How are the three projects, elasticsearch-client-rest, elasticsearch-testing, elasticsearch-client-java run?
Are they to be run as spring-boot apps with mvn spring-boot:run…?

Andrey Redko
Guest

That’s right, elasticsearch-client-rest and elasticsearch-client-java are typical Spring Boot applications (which could be run using mvn spring-boot:run). While elasticsearch-testing is just a set of JUnit tests, not really a runnable application. Thanks.

Best Regards,
Andriy Redko

Mahboob Hussain
Guest
MH

Thanks for your response.
So, we need to create a main class (@SpringBootApplication) for elasticsearch-client-rest and elasticsearch-client-java. What exactly should be there in the main method..?

Andrey Redko
Guest

My apologies, my bad, the elasticsearch-client-rest and elasticsearch-client-java are NOT Spring Boot applications, just a set of JUnit tests. However here is how you could convert them to Spring Boot application (for example, in case of elasticsearch-client-rest):

@SpringBootApplication
public class ElasticsearchClientApp {
public static void main(String[] args) {
try(ConfigurableApplicationContext context = SpringApplication.run(ElasticsearchClientConfiguration.class, args)) {
final RestClient client = context.getBean(RestClient.class);
client.performRequest(…);
}
}
}

Thanks.

marcel
Guest
marcel

In ElasticsearchClientTest in test esSearch() you use POST instead of get. And you forgot the / for catalog (which makes http://localhost:9200catalog/books/_search in stead of http://localhost:9200/catalog/books/_search). When I fix these things it still does not work.

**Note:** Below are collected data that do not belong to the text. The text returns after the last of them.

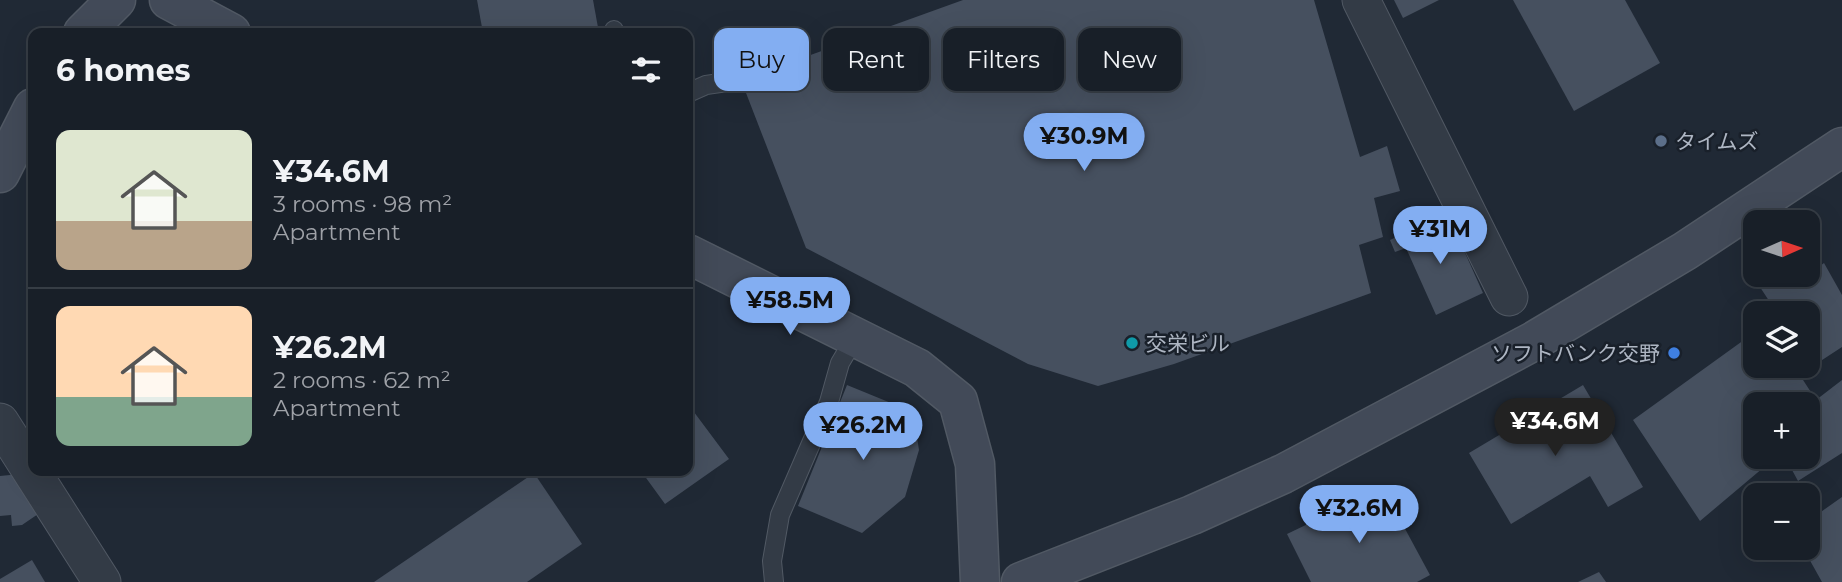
<!DOCTYPE html>
<meta charset="utf-8">
<style>
:root{--surface:#181f28;--page:#212730;--text:#f1f3f6;--muted:#9fa2a8;--line:#363d45;--accent:#83aef2}
body{margin:0;font-family:Montserrat,"Noto Sans JP",sans-serif;background:var(--page);color:var(--text);height:100vh;display:flex;flex-direction:column;font-size:26px;white-space:nowrap}
*{box-sizing:border-box;margin:0}
p{font-size:23px;color:var(--muted)}
.icon{flex:none;width:38px;height:38px;fill:none;stroke:currentColor;stroke-width:2;stroke-linecap:round;stroke-linejoin:round}
.map{position:relative;flex:1;overflow:hidden}
.panel{position:absolute;left:28px;top:28px;width:665px;height:448px;display:flex;flex-direction:column;background:var(--surface);border-radius:14px;box-shadow:0 7px 28px #0002,0 0 0 2px var(--line)}
.panel>*{flex:none}
.top-card{position:absolute;left:714px;top:28px;width:665px;height:63px;display:flex;gap:14px}
.needle{width:46px;rotate:87deg}
.controls{position:absolute;left:1743px;top:210px;display:grid;gap:14px}
.controls a{display:grid;place-items:center;width:77px;height:77px;border-radius:14px;background:var(--surface);box-shadow:0 7px 28px #0002,0 0 0 2px var(--line);font-size:35px}
.price{position:absolute;translate:-50% -60px;padding:0 16px;border-radius:24px;background:var(--accent);color:#111;font-size:23px;line-height:46px;filter:drop-shadow(0 2px 4px #0008)}
.price::after{content:'';position:absolute;left:50%;top:42px;width:21px;height:16px;margin-left:-10px;background:inherit;clip-path:polygon(0 0,100% 0,50% 100%)}
.price.current{background:#222;color:#fff}
ul{padding:0;list-style:none}
li{display:flex;align-items:center;gap:21px;height:175px;padding:0 28px}
li+li{border-top:2px solid var(--line)}
li span{display:grid;place-items:center;flex:none;width:196px;height:140px;border-radius:14px;color:#555}
li>.icon{margin-inline-start:auto}
span .icon{width:84px;height:84px;fill:#fffc;stroke-width:1}
li b{font-size:30px}
h2{display:flex;justify-content:space-between;align-items:center;height:84px;padding:0 28px;font-size:30px}
.chip{padding:0 24px;border-radius:14px;background:var(--surface);box-shadow:0 7px 28px #0002,0 0 0 2px var(--line);font-size:24px;line-height:63px}
.chip.current{background:var(--accent);color:#111}
.map>svg:first-child{display:block}
.building{fill:#46505f}
.lines{fill:none;stroke-linecap:round;stroke-linejoin:round}
.lane-casing{stroke:#515964;stroke-width:20}
.street-casing{stroke:#515964;stroke-width:39}
.secondary-casing{stroke:#515964;stroke-width:41}
.lane{stroke:#333b46;stroke-width:18}
.street{stroke:#333b46;stroke-width:37}
.secondary{stroke:#424a58;stroke-width:38}
.service-dot{fill:#5c6f8a;stroke:#19202a;stroke-width:2.5}
.culture-dot{fill:#0f9aa8;stroke:#19202a;stroke-width:2.5}
.shop-dot{fill:#3f7fe0;stroke:#19202a;stroke-width:2.5}
.labels{text-anchor:middle;dominant-baseline:central;stroke-width:5;stroke-linejoin:round;paint-order:stroke}
.poi-label{font-size:21px;fill:#aeb6c3;stroke:#19202a;text-anchor:start}
</style>
<div class="map">
<svg width="1842" height="582" viewBox="0 0 1842 582">
<rect width="100%" height="100%" fill="#202935"/>
<g class="building">
<polygon points="477,0 593,0 599,33 483,33"/>
<polygon points="963,0 1314,0 1360,157 1387,146 1400,191 1374,198 1383,237 1359,245 1371,293 1174,364 1098,386 1028,364 806,248 741,80"/>
<polygon points="1394,0 1439,0 1403,18"/>
<polygon points="1513,0 1625,0 1660,63 1574,111"/>
<polygon points="1428,222 1434,235 1453,226 1483,293 1436,315 1406,248 1395,252 1390,240"/>
<polygon points="1824,263 1842,295 1842,347 1816,364 1808,353 1808,313 1777,313 1758,284 1759,275 1808,275"/>
<polygon points="1755,332 1755,366 1794,366 1816,400 1842,380 1842,453 1798,481 1785,457 1808,457 1808,404 1755,404 1755,457 1776,457 1700,521 1633,420"/>
<polygon points="847,385 913,412 919,450 905,497 862,533 798,506"/>
<polygon points="1583,385 1643,487 1608,507 1590,476 1511,524 1469,453"/>
<polygon points="688,404 729,459 665,504 641,471 688,471"/>
<polygon points="534,473 582,544 527,582 374,582"/>
<polygon points="20,474 44,510 22,525 12,526 11,515 0,516 0,476"/>
<polygon points="1383,488 1430,575 1417,582 1311,582 1287,534"/>
<polygon points="1842,497 1842,582 1822,582 1803,548 1808,548 1808,521"/>
<polygon points="32,560 45,582 0,582 0,579"/>
<polygon points="1599,572 1606,582 1578,582"/>
</g>
<g class="lines">
<defs>
<g id="lane">
<polyline points="614,30 614,33"/>
<polyline points="688,93 706,85 741,80"/>
<polyline points="774,582 772,561 780,515 829,402 840,363 856,336"/>
</g>
<g id="street">
<polyline points="1361,0 1509,297"/>
<polyline points="0,422 102,582"/>
</g>
<g id="secondary">
<polyline points="169,0 231,33"/>
<polyline points="83,33 116,0"/>
<polyline points="0,173 33,108"/>
<polyline points="688,254 917,368 958,401 975,464 980,582"/>
<polyline points="1021,582 1192,515 1283,474 1534,341 1685,251 1842,147"/>
</g>
</defs>
<use href="#lane" class="lane-casing"/>
<use href="#street" class="street-casing"/>
<use href="#secondary" class="secondary-casing"/>
<use href="#lane" class="lane"/>
<use href="#street" class="street"/>
<use href="#secondary" class="secondary"/>
</g>
<circle class="service-dot" cx="1661" cy="141" r="7"/>
<circle class="culture-dot" cx="1132" cy="343" r="7"/>
<circle class="shop-dot" cx="1674" cy="353" r="7"/>
<g class="labels">
<g class="poi-label">
<text x="1675" y="141">タイムズ</text>
<text x="1146" y="343">交栄ビル</text>
<text x="1660" y="353" text-anchor="end">ソフトバンク交野</text>
</g>
</g>
</svg>
<div class="controls">
<a><svg class="needle" viewBox="-14 -14 28 28"><path d="M0-13l5 13h-10z" fill="#e53935"/><path d="M0 13l5-13h-10z" fill="#9fa2a8"/></svg></a>
<a><svg class="icon" aria-label="layers" viewBox="0 0 24 24"><path d="M12 4l9 5-9 5-9-5zM3 14l9 5 9-5"/></svg></a>
<a>+</a>
<a>−</a>
</div>
<b class="price" style="left:1084px;top:173px">¥30.9M</b>
<b class="price" style="left:1440px;top:266px">¥31M</b>
<b class="price" style="left:790px;top:337px">¥58.5M</b>
<b class="price current" style="left:1555px;top:458px">¥34.6M</b>
<b class="price" style="left:863px;top:462px">¥26.2M</b>
<b class="price" style="left:1359px;top:545px">¥32.6M</b>
<div class="top-card">
<a class="chip current">Buy</a>
<a class="chip">Rent</a>
<a class="chip">Filters</a>
<a class="chip">New</a>
</div>
<section class="panel">
<h2>6 homes<svg class="icon" aria-label="filters" viewBox="0 0 24 24"><path d="M4 7h16M4 17h16"/><circle cx="9" cy="7" r="2"/><circle cx="15" cy="17" r="2"/></svg></h2>
<ul>
<li><span style="background:linear-gradient(#dfe7d0 65%,#b9a48a 0)"><svg class="icon" aria-label="home" viewBox="0 0 24 24"><path d="M3 11l9-7 9 7M6 9v11h12V9"/></svg></span><div><b>¥34.6M</b><p>3 rooms · 98 m²</p><p>Apartment</p></div></li>
<li><span style="background:linear-gradient(#ffd9b3 65%,#7fa58c 0)"><svg class="icon" aria-label="home" viewBox="0 0 24 24"><path d="M3 11l9-7 9 7M6 9v11h12V9"/></svg></span><div><b>¥26.2M</b><p>2 rooms · 62 m²</p><p>Apartment</p></div></li>
</ul>
</section>
</div>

I get:
org.elasticsearch.client.ResponseException: GET http://localhost:9200/catalog/books/_search: HTTP/1.1 400 Bad Request {“error”:{“root_cause”:[{“type”:”query_shard_exception”,”reason”:”[has_child] no join field has been configured”,”index_uuid”:”tF_VhtchRlWXmH2lGbbBhg”,”index”:”catalog”}],”type”:”search_phase_execution_exception”,”reason”:”all shards failed”,”phase”:”query”,”grouped”:true,”failed_shards”:[{“shard”:0,”index”:”catalog”,”node”:”Lf08SYusSrWShlLYZIVxJw”,”reason”:{“type”:”query_shard_exception”,”reason”:”[has_child] no join field has been configured”,”index_uuid”:”tF_VhtchRlWXmH2lGbbBhg”,”index”:”catalog”}}]},”status”:400}

when copy and paste in browser I see the results like expected.

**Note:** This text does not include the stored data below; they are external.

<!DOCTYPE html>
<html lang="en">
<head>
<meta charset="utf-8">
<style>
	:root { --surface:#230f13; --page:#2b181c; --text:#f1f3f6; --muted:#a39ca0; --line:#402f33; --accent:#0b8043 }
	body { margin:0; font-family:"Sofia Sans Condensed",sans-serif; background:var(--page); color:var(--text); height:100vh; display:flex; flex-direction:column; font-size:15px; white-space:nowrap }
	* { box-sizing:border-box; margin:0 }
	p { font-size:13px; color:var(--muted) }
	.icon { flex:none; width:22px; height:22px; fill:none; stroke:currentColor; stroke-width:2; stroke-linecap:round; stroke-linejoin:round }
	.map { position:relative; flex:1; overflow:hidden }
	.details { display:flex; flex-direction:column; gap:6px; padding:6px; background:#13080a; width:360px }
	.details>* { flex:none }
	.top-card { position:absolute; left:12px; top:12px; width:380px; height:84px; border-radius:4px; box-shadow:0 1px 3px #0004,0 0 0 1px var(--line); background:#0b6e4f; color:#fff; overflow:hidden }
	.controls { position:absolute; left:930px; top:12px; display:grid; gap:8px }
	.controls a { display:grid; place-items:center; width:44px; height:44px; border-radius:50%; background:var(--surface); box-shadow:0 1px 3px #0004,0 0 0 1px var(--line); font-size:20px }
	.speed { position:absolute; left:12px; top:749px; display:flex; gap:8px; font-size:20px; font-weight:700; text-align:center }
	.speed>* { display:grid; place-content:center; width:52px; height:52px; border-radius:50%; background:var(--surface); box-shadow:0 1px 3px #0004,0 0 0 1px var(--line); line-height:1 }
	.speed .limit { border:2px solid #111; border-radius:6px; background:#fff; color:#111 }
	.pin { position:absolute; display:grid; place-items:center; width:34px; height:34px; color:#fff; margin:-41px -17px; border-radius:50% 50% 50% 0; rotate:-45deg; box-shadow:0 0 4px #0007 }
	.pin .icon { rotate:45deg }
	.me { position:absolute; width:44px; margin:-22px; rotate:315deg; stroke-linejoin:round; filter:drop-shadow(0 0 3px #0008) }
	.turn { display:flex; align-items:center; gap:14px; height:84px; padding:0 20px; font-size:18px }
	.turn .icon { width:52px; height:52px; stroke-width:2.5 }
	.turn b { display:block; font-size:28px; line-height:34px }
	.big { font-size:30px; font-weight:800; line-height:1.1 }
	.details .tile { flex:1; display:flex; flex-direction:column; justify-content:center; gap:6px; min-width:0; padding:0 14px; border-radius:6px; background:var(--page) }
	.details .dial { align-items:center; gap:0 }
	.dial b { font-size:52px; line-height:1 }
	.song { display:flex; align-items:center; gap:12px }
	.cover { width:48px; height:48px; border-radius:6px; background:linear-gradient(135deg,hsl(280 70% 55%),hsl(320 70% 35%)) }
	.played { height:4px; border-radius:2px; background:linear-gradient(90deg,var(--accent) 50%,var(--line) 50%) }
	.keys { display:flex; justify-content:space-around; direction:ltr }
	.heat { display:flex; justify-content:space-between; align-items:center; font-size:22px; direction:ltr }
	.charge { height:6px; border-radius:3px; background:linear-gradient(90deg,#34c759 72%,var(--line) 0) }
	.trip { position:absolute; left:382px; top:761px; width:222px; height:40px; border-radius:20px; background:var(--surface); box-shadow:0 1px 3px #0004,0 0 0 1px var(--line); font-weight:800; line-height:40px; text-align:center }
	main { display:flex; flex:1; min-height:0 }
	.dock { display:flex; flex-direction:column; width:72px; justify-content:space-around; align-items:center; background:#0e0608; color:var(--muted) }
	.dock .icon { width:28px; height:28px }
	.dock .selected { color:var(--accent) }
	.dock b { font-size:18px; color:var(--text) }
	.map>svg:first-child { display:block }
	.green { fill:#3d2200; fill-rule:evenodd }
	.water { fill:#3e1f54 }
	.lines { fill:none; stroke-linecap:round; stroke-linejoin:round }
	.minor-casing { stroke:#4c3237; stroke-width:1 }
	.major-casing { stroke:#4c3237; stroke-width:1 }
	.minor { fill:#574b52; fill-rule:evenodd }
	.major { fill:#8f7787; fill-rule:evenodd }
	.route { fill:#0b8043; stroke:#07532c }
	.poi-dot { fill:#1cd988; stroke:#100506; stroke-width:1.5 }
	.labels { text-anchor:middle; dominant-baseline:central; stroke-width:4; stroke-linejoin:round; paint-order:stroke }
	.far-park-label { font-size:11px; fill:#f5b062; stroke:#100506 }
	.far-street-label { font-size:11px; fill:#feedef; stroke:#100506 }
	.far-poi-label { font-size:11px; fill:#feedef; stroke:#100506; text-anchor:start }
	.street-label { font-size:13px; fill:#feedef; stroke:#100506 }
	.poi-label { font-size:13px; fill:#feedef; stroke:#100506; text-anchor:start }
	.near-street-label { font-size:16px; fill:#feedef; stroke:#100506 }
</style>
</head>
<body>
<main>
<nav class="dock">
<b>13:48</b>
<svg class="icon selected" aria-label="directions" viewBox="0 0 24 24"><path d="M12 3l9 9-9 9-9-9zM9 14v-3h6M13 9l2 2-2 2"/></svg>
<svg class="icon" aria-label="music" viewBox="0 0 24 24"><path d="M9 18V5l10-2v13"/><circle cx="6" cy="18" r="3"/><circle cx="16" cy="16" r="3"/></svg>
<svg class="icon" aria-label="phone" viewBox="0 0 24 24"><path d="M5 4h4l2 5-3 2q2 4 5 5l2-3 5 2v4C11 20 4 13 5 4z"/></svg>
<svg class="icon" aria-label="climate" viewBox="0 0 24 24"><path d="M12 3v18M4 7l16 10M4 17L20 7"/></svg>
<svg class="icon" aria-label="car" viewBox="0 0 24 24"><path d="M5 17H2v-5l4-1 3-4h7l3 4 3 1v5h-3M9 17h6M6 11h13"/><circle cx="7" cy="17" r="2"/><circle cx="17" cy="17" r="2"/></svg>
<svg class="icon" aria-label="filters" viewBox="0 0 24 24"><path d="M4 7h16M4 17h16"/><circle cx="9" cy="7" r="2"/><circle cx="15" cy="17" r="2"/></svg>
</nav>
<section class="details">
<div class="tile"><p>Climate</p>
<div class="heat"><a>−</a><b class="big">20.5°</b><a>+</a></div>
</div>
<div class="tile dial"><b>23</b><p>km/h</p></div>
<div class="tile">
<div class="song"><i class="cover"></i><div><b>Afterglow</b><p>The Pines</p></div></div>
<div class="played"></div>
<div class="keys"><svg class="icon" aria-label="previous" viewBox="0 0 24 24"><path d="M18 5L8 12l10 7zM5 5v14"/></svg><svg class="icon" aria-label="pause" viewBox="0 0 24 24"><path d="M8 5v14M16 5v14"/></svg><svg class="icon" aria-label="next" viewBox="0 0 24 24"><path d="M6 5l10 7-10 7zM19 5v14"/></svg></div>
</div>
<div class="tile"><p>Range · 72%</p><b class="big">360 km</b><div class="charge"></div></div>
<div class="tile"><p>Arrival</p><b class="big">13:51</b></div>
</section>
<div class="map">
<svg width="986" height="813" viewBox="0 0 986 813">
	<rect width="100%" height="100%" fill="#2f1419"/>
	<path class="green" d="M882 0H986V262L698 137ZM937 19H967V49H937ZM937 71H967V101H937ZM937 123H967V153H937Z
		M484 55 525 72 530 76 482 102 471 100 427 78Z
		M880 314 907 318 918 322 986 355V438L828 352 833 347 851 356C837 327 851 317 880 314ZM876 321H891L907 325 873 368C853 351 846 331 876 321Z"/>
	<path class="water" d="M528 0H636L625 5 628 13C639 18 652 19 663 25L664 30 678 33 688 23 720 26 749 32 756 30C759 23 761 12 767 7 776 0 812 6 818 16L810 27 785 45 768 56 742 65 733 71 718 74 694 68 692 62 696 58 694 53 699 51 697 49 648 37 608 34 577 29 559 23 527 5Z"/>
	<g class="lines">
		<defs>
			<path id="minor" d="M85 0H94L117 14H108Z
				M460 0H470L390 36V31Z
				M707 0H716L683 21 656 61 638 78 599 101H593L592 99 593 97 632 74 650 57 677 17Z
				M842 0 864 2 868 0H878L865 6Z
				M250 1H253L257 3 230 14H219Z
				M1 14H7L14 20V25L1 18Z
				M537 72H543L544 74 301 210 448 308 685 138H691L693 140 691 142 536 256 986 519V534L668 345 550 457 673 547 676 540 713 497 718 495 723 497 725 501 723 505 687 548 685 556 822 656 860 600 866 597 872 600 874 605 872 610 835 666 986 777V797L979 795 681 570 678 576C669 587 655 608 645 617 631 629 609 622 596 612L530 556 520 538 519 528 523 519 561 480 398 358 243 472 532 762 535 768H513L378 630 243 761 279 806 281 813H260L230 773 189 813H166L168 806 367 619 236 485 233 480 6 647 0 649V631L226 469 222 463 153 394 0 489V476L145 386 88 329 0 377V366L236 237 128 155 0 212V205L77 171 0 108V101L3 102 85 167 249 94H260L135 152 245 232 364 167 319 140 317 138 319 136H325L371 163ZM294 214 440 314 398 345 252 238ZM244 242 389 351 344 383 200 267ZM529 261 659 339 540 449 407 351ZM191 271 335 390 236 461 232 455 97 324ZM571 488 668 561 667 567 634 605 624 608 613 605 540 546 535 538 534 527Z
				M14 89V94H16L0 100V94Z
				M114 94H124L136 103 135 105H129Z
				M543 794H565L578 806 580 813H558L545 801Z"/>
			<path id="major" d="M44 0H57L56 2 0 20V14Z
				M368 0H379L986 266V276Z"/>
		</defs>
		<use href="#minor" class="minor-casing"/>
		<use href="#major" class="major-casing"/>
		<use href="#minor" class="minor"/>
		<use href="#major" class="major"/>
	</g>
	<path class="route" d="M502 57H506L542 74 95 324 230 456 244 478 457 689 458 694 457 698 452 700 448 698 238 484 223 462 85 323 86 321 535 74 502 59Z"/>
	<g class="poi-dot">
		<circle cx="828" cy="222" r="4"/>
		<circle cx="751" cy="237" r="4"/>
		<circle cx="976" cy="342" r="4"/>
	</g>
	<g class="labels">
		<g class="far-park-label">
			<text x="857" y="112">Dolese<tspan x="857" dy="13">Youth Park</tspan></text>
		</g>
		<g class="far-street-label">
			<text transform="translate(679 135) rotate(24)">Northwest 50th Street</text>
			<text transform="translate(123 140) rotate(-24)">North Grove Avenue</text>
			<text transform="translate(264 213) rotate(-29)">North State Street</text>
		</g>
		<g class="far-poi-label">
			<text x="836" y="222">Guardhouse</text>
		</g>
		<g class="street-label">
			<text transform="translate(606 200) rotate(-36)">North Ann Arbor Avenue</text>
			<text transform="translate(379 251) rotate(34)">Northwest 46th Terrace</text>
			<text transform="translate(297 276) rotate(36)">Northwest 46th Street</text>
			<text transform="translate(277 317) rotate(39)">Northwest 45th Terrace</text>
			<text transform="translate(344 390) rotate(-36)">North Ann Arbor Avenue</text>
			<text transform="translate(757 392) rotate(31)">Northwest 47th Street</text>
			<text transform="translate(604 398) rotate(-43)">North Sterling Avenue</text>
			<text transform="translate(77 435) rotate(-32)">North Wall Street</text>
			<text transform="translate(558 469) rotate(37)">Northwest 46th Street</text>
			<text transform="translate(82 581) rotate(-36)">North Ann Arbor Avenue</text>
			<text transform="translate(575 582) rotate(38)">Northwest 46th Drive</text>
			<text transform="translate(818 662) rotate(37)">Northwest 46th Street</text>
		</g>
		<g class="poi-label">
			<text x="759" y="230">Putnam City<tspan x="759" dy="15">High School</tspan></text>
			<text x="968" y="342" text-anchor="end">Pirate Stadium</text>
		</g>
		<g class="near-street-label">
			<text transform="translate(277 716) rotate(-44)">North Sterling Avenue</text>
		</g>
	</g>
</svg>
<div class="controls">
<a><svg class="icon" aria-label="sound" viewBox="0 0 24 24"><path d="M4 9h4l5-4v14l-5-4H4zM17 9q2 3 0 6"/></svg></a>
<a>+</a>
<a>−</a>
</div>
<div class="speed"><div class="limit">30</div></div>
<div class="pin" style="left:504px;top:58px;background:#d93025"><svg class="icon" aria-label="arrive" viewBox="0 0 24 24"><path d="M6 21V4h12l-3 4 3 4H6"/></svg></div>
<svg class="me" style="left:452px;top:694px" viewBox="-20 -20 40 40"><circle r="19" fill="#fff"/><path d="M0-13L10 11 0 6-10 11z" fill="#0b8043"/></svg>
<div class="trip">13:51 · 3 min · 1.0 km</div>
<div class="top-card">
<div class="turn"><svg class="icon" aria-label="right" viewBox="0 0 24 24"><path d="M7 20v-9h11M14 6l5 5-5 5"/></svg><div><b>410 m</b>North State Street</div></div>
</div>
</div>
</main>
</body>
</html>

{“took”:2,”timed_out”:false,”_shards”:{“total”:5,”successful”:5,”skipped”:0,”failed”:0},”hits”:{“total”:1,”max_score”:1.0,”hits”:[{“_index”:”catalog”,”_type”:”books”,”_id”:”978-1449358549″,”_score”:1.0,”_source”:{“title”:”Elasticsearch: The Definitive Guide. A Distribute etc etc

Andrey Redko
Guest

Hi marcel, Thanks a lot for your comment. I assume that you meant Elasticsearch REST client example. Indeed, we use POST because we are submitting a query (although you could use GET as well, in this case filling query string with the search criteria). The catalog part is also present, just pasting the snippet from the elasticsearch-client-rest: @Test public void esSearch() throws IOException { … final Response response = client .performRequest(HttpPost.METHOD_NAME, “catalog/books/_search”, emptyMap(), payload); … } Would be good to get a bit more details about the version of Elasticsearch you are using. Thank you. Best Regards, Andriy Redko

Yash
Guest
Yash

When using the SearchResponse class, how to access the data fields which are returned from the search?

Andrey Redko
Guest

Hi,

The SearchResponse has getHits() method which returns another object, SearchHits. It holds the array of the SearchHit object instances (returned by hits() method) corresponding to the documents matched the search criteria. The data is right in there. Thanks.